Steele, who clearly believes that the Russians have kompromat on Trump, forthrightly defends the value of what he eventually turned over to his partners in Washington, to the FBI, and to assorted journalists in the United States, even the parts of it that have been scorned, challenged, and questioned by others (including the Republicans, of course). Did Michael Cohen secretly travel to Prague in 2016 to meet Russian agents? He very well may have, writes Steele. Did Trump have sex with prostitutes in Moscow in 2013 and get filmed doing so, giving Putin some very valuable kompromat? Probably, says Steele.

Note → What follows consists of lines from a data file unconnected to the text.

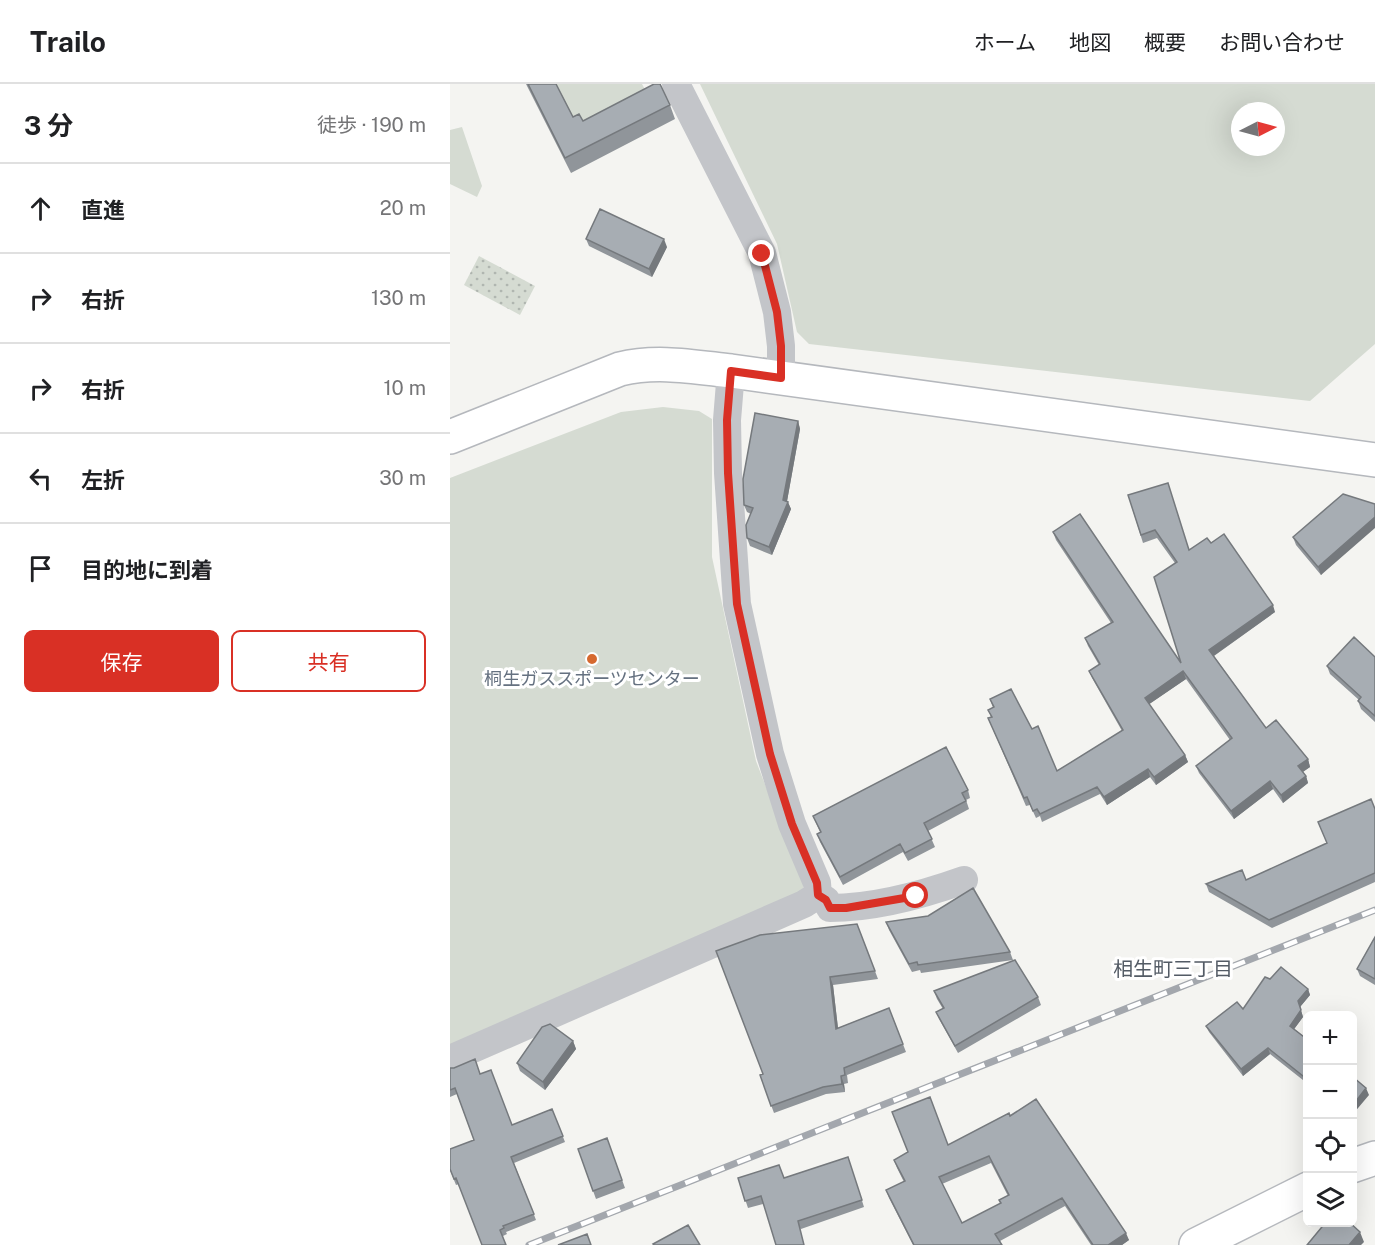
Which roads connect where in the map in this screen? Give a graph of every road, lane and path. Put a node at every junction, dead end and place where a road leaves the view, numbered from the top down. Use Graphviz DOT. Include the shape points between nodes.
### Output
graph roads {
  1 [pos="676,84"];
  2 [pos="731,371"];
  3 [pos="781,378"];
  4 [pos="450,437"];
  5 [pos="1375,460"];
  6 [pos="964,880"];
  7 [pos="818,895"];
  8 [pos="450,1059"];
  9 [pos="1375,1158"];
  10 [pos="1357,1165"];
  11 [pos="1303,1192"];
  12 [pos="1196,1245"];
  1 -- 3 [label="street" via="762,254 777,312"];
  2 -- 3 [label="street"];
  2 -- 4 [label="street" via="660,364 620,369"];
  2 -- 7 [label="street" via="728,473 737,604 770,754"];
  3 -- 5 [label="street"];
  6 -- 7 [label="street" via="926,894 846,908 830,908"];
  7 -- 8 [label="street" via="655,971"];
  9 -- 10 [label="street"];
  11 -- 12 [label="street"];
}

And he acknowledges that the material in the dossier was never meant for public consumption and that, contrary to the specious charges by Trump partisans, the FBI did not start its investigation of Trump because of the dossier. (The FBI had already opened the investigation before the dossier was written, as Zebley et al. confirm in Interference.)

In one passage, Steele bemoans the fact that while reports had been circulating widely that Russia was helping Trump’s campaign (in part by releasing stolen Democratic emails via Wikileaks) and that Trump seemed to be welcoming that help, in October 2020 the New York Times published a piece just weeks before the election headlined: “Investigating Donald Trump, FBI Sees No Clear Link to Russia.” Writes Steele: “This became known among us, pejoratively, as the ‘Halloween Special” and seemed to be based on misinformation fed to the New York Times, possibly by senior FBI officials.” Needless to say, at the time the FBI case that had been opened on Trump was in full swing.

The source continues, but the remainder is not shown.